White House seeks to tighten control over HHS priorities with personnel shakeup

Health and Human Services Secretary Robert F. Kennedy
(CNN) — The White House is looking to exercise tighter control over key areas of the US Health and Human Services Department, planning a shakeup of top personnel as the administration looks ahead to the midterm elections, an administration official told CNN.
The moves are aimed at restructuring HHS Secretary Robert F. Kennedy Jr.’s senior-most ranks, installing four new senior counselors who will be charged with more closely managing the department’s daily operations and communications across the federal government.
Chris Klomp, the administration’s current Medicare head and senior adviser at HHS, will become chief counselor and the department’s de facto chief of staff, the administration official said.
John Brooks, the deputy administrator at the Centers for Medicare and Medicaid Services, will be a senior counselor in charge of CMS-related issues. Two senior US Food and Drug Administration officials, Grace Graham and Kyle Diamantas, will take on senior counselor roles at HHS managing FDA-related issues.
Matt Buckham, the current HHS chief of staff, will move to a senior counselor role, the administration official said, adding that the changes came out of conversations between White House officials and Kennedy.
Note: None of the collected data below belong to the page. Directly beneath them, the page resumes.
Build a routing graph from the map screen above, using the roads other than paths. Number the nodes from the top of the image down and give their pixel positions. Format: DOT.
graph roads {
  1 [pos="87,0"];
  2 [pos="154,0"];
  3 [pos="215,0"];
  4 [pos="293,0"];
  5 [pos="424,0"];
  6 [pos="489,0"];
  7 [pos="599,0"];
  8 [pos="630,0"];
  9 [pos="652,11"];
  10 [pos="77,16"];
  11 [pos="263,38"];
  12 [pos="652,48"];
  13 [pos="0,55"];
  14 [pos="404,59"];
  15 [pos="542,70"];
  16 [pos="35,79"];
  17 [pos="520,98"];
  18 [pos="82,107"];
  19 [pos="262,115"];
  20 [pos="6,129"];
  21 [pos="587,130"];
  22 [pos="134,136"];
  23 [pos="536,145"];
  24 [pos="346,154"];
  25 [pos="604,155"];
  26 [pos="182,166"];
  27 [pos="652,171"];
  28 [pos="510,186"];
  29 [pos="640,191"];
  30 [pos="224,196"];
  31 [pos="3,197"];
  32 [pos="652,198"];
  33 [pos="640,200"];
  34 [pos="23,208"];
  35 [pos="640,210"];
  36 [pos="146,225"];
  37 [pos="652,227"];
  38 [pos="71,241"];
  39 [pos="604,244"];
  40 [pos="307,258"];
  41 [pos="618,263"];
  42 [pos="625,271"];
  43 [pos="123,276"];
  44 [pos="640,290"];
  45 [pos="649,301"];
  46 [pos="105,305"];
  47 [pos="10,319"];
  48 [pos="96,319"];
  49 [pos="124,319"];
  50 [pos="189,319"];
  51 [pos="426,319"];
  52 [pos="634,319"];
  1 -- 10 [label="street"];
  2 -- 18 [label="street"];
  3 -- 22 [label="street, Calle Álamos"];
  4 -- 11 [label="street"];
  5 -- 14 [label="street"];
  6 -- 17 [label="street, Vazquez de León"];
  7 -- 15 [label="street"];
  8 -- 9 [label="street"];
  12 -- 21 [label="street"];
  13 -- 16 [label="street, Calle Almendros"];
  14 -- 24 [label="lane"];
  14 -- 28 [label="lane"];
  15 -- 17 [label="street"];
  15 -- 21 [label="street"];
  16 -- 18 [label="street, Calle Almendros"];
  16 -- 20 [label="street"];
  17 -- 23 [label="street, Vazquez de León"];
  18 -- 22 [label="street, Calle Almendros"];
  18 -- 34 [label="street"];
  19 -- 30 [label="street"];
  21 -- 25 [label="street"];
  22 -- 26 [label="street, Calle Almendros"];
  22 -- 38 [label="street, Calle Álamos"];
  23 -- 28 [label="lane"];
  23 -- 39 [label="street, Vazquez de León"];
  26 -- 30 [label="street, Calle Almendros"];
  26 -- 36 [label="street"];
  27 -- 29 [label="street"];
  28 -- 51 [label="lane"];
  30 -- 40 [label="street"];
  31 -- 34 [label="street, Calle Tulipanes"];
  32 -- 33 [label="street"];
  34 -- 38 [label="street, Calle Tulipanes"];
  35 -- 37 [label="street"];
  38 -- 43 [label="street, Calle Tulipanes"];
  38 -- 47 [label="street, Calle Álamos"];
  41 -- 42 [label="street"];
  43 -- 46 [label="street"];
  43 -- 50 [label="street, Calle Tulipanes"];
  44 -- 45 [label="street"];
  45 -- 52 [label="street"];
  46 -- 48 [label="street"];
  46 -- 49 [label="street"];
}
HHS confirmed the changes later Thursday, saying the hires would help accelerate the department’s agenda in their new roles, while still retaining their previous positions.
“I am proud to elevate battle-tested, principled leaders onto my immediate team — individuals with the courage and experience to help us move faster and further as we work to Make America Health Again,” Kennedy said in a statement.
The White House is preparing a midterm push that will rely heavily on promoting key health policies President Donald Trump has increasingly touted as central to his domestic agenda. That includes the “most favored nation” drug pricing deals that Klomp took a lead role in negotiating and recent efforts to spotlight healthier eating that Trump aides view as appealing to a broad spectrum of voters.
Trump officials are also planning to step up their case for broader health care legislation aimed at codifying the administration’s most favored nation deals and advancing a slate of other policies aimed at lowering health care costs, the administration official said. That effort would require more muscle in HHS’ senior ranks, they added.
Klomp, who has played a central role in negotiating and promoting the drug price deals that Trump has touted as a top accomplishment, has drawn praise at HHS and among top Trump aides for his management expertise and public messaging skills.
The moves also represent an effort to keep closer tabs on Kennedy and an HHS leadership that has struggled at times to coordinate with its own agencies and the White House, frustrating senior Trump officials and generating dayslong controversies.
Kennedy last year ousted his first chief of staff, Heather Flick Melanson, and a top deputy, Hannah Anderson, after just months on the job following a series of internal clashes. The department was also roiled last year by the abrupt firing — and then rehiring — of top FDA official Dr. Vinay Prasad, who has since made a series of controversial drug approval decisions that have overruled career staff and angered the drug industry.
In the meantime, Kennedy has also pressed ahead on a major overhaul of the nation’s vaccine system — a top priority for the longtime vaccine skeptic that has raised concerns among Republicans that it could damage the party politically ahead of the midterms.
This story has been updated with additional reporting.